Remembering those we’ve lost and supporting those still here
Only those who serve can experience the strong bonds that form during our time in uniform. The individual to the left and to the right of you would die for you, and for some, they actually have.
When I am around people in my unit, or anyone in the service, and I look down and see a black “Killed in Action” memorial bracelet on his or her wrist, it always takes my breath away. That is the name of a brother or sister who died for their country on the wrist of a brother or sister that lives with that heartbreak.
But the battlefield is not the only place where we experience the sacrifice of service, there is also another ongoing war after we return home that service members battle, which is the war on suicide.
Although I did not lose a brother or sister in combat, I have now lost two to suicide. My best friend of almost 13 years, Isiah, died by suicide in July of 2016. In February of this year, a soldier in my unit, Jonathan, also died by suicide.
Since losing my friend Isiah, I have become an advocate of mental health awareness. I participated in a program called ASIST (Applied Suicide Intervention Skills Training) and openly speak about mental health whenever I can. I strive to help end the stigma.
How Indeed supports those who serve
As I reflect on my service this Memorial Day, I feel a great sense of pride in my service. But I also feel pride for being an Indeedian. Indeed goes above and beyond for those of us who serve.
I joined Indeed’s Veterans & Allies Resource Group as soon as it was announced. As I prepared to deploy, the group made sure to include me in any meetings with our Senior Leadership Team to provide insight into my experience transitioning from Indeed to Active Duty. My managers and teams have also been extremely supportive of my service.
Vets & Allies even threw me a going-away party in the office before I deployed with delicious cookies and lots of Indeed swag to take with me to the hotter climate! But the support didn’t stop there. I continued to receive care packages with treats and swag for me and my squad while I was deployed.
Another way Indeed supports those who serve is with special products specifically designed to help veterans transition back to the civilian workforce. The veterans’ section of Indeed is a brilliant tool and I always direct my battle buddies to it when they ask for help with using our site.
The option in our Resume tool to filter for those with prior military experience is also a great way to get our heroes hired. Indeed also automatically credits employers back for the contact made to a veteran. It is little things like that give me even more pride to work for Indeed. I am grateful for their support and the sense of community I feel with my work family.

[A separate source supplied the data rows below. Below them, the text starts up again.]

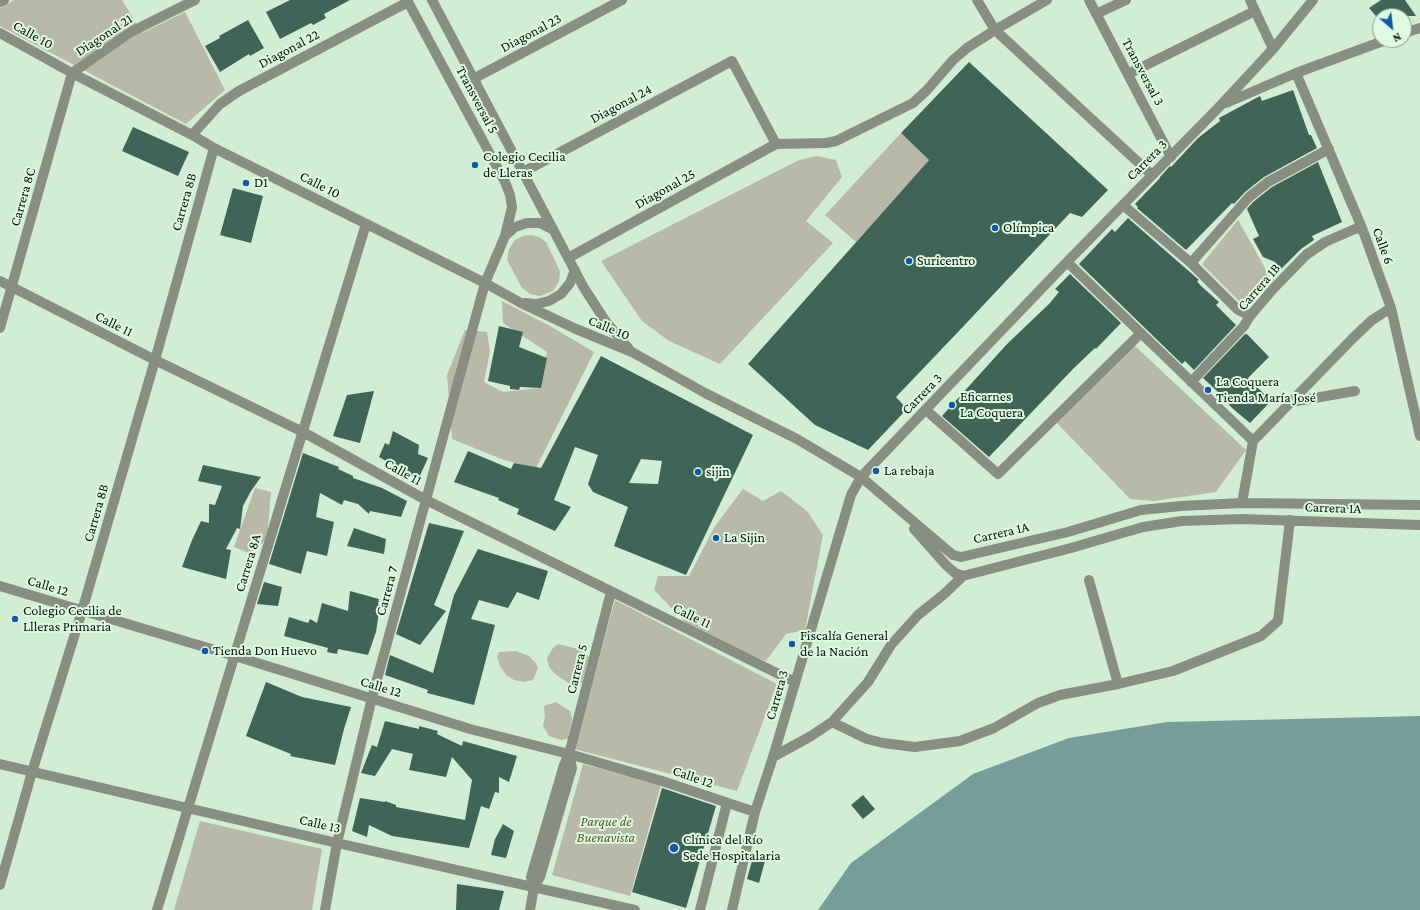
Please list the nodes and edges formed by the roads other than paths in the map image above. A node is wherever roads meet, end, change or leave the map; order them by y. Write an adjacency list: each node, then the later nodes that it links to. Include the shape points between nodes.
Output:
1 (4, 0): 12 (street)
2 (195, 0): 19 (street, Diagonal 21, via 131,32)
3 (432, 0): 22 (street, Transversal 5)
4 (622, 0): 22 (street, Diagonal 23)
5 (977, 0): 15 (street)
6 (1047, 0): 15 (street)
7 (1089, 0): 14 (street, Transversal 3)
8 (1126, 0): 14 (street)
9 (1250, 0): 13 (street)
10 (1313, 0): 18 (street, Carrera 3)
11 (408, 1): 24 (street, Diagonal 22, via 239,91 220,104); 35 (street, Transversal 5, via 505,182 512,207)
12 (0, 2)
13 (1255, 10): 18 (street); 21 (street)
14 (1096, 14): 21 (street, Transversal 3)
15 (995, 30): 25 (street, via 953,60 913,103 836,141); 30 (street)
16 (0, 33): 19 (street, Calle 10)
17 (1372, 45): 20 (street)
18 (1273, 49): 23 (street, Carrera 3)
19 (72, 73): 24 (street, Calle 10); 42 (street, Carrera 8C)
20 (1296, 73): 23 (street); 27 (street, Calle 6)
21 (1128, 74): 28 (street, Transversal 3)
22 (473, 79): 29 (street, Transversal 5)
23 (1221, 105): 28 (street, Carrera 3)
24 (192, 135): 26 (street, Calle 10)
25 (776, 144): 29 (street, Diagonal 24, via 732,61); 36 (street, Diagonal 25)
26 (214, 148): 32 (street, Calle 10); 49 (street, Carrera 8B)
27 (1329, 149): 33 (street, Calle 6); 38 (street, via 1268,182 1254,193)
28 (1171, 157): 30 (street, Carrera 3)
29 (523, 172): 34 (street, Transversal 5)
30 (1152, 175): 31 (street, Carrera 3)
31 (1123, 204): 37 (street, Carrera 3); 38 (street)
32 (366, 224): 41 (street, Calle 10); 54 (street, Carrera 8A)
33 (1362, 228): 44 (street, Calle 6); 45 (street, Carrera 1B, via 1325,242 1306,255)
34 (552, 229): 35 (street, via 540,223 527,223 515,227); 36 (street, Calle 10)
35 (505, 236): 41 (street, Transversal 5)
36 (568, 258): 39 (street, Calle 10)
37 (1067, 262): 47 (street); 53 (street, Carrera 3)
38 (1191, 263): 45 (street, via 1237,309)
39 (575, 270): 43 (street, via 570,283 561,294 549,301 536,304); 48 (street, Calle 10, via 606,322)
40 (0, 281): 42 (street, Calle 11)
41 (485, 283): 43 (street, Calle 10); 58 (street, Carrera 7)
42 (12, 287): 46 (street, Carrera 8C); 49 (street, Calle 11)
43 (521, 303): 48 (street, Calle 10)
44 (1391, 308): 52 (street, via 1363,328); 55 (street, Calle 6)
45 (1250, 316): 50 (street, Carrera 1B, via 1244,326)
46 (0, 328)
47 (1141, 333): 50 (street); 53 (street, via 998,474)
48 (632, 352): 57 (street, Calle 10, via 797,439)
49 (155, 360): 54 (street, Calle 11); 68 (street, Carrera 8B)
50 (1191, 382): 56 (street)
51 (1355, 391): 52 (street)
52 (1291, 402): 56 (street)
53 (926, 410): 57 (street, Carrera 3)
54 (303, 432): 58 (street, Calle 11); 69 (street, Carrera 8A)
55 (1420, 436)
56 (1253, 441): 60 (street)
57 (861, 477): 59 (street, Calle 10); 70 (street, Carrera 3, via 851,495)
58 (426, 500): 67 (street, Calle 11); 72 (street, Carrera 7)
59 (889, 500): 60 (street, Carrera 1A, via 953,555 961,556 1068,532 1141,510); 64 (street, via 946,565)
60 (1242, 502): 61 (street, Carrera 1A)
61 (1420, 505)
62 (1290, 520): 63 (street, Carrera 1A); 64 (street, Carrera 1A, via 1242,519 1143,527); 71 (street, via 1278,621 1261,636 1173,671)
63 (1420, 525)
64 (963, 576): 73 (street, Carrera 1A, via 918,616 891,645 868,682)
65 (1089, 580): 71 (street)
66 (0, 586): 68 (street, Calle 12)
67 (611, 592): 70 (street, Calle 11); 74 (street, Carrera 5)
68 (82, 611): 69 (street, Calle 12); 77 (street, Carrera 8B)
69 (235, 656): 72 (street, Calle 12); 79 (street, Carrera 8A)
70 (795, 682): 75 (street, Carrera 3)
71 (1118, 684): 73 (street, via 1060,695 1038,703 994,728 960,741 915,747 867,739)
72 (372, 698): 74 (street, Calle 12, via 470,729); 81 (street, Carrera 7)
73 (832, 722): 75 (street, Carrera 1A)
74 (569, 754): 78 (street, Calle 12); 83 (street, Carrera 5, via 572,768 540,877)
75 (773, 756): 80 (street, Carrera 3)
76 (0, 764): 77 (street, Calle 13)
77 (32, 772): 79 (street, Calle 13); 82 (street, Carrera 8B)
78 (727, 803): 80 (street, Calle 12); 88 (street)
79 (189, 807): 81 (street, Calle 13); 84 (street, Carrera 8A)
80 (755, 812): 89 (street, Carrera 3)
81 (337, 843): 83 (street, Calle 13); 85 (street, Carrera 7)
82 (0, 885)
83 (534, 887): 86 (street, Carrera 5); 87 (street, Calle 13)
84 (157, 910)
85 (326, 910)
86 (530, 910)
87 (635, 910)
88 (700, 910)
89 (732, 910)

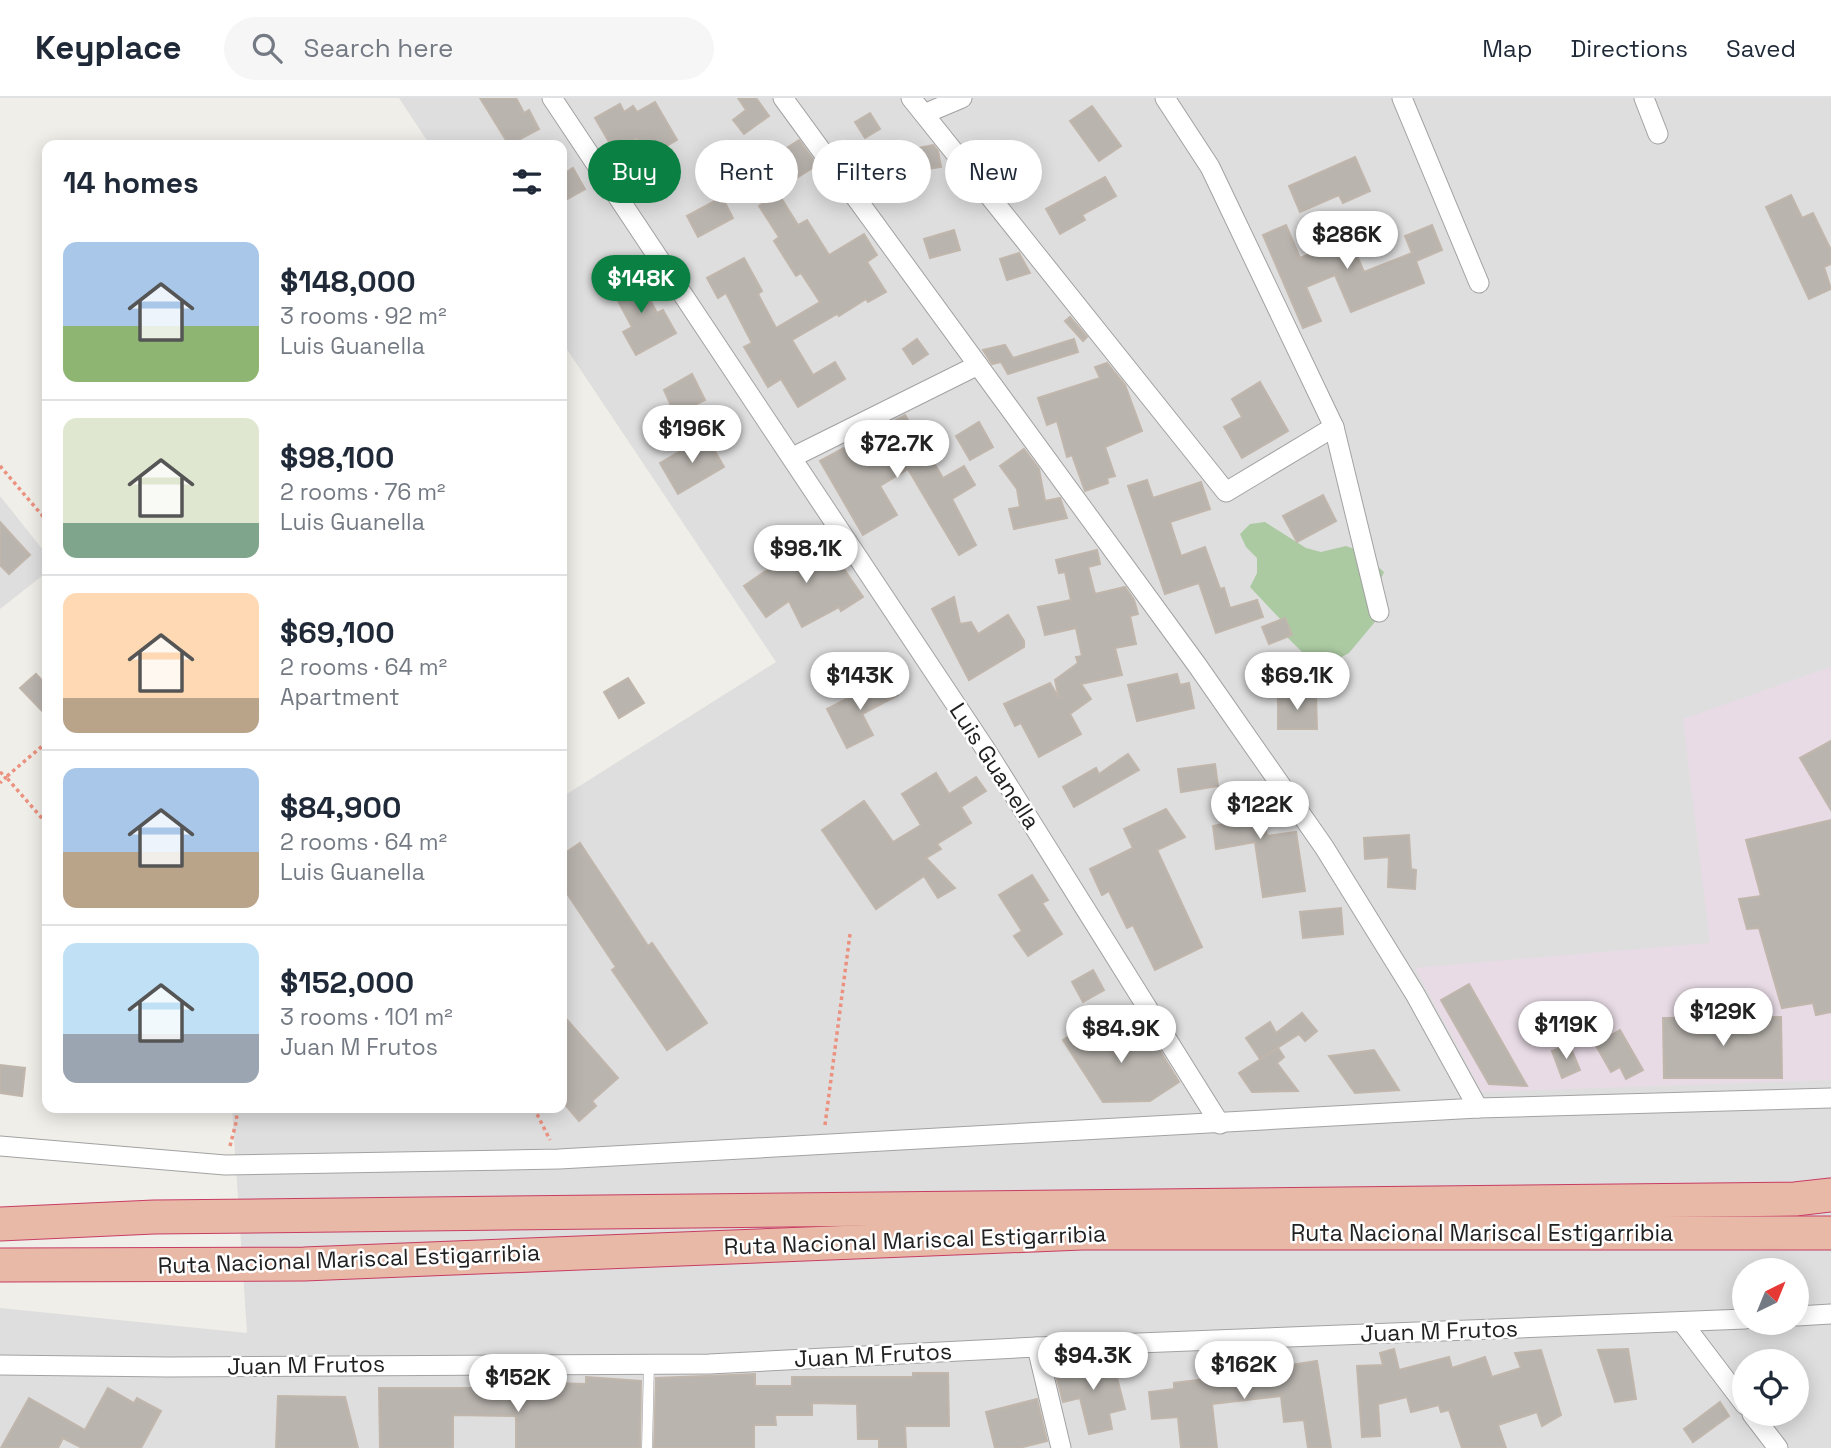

Simply put, Indeed helps veterans who work here and helps veterans get jobs.
Take a moment to reflect
I wish my fellow Indeedians and all veterans and allies a good, long weekend to take a moment of reflection, and then to live their lives!
Continue to spend time with your loved ones and enjoy delicious food in the process! That is what we serve for, that is what some have died for: so others didn’t have to and so people could have the best chance of living a happy, normal life. I just ask that you take a moment, internally or externally, to remember those who have made the ultimate sacrifice.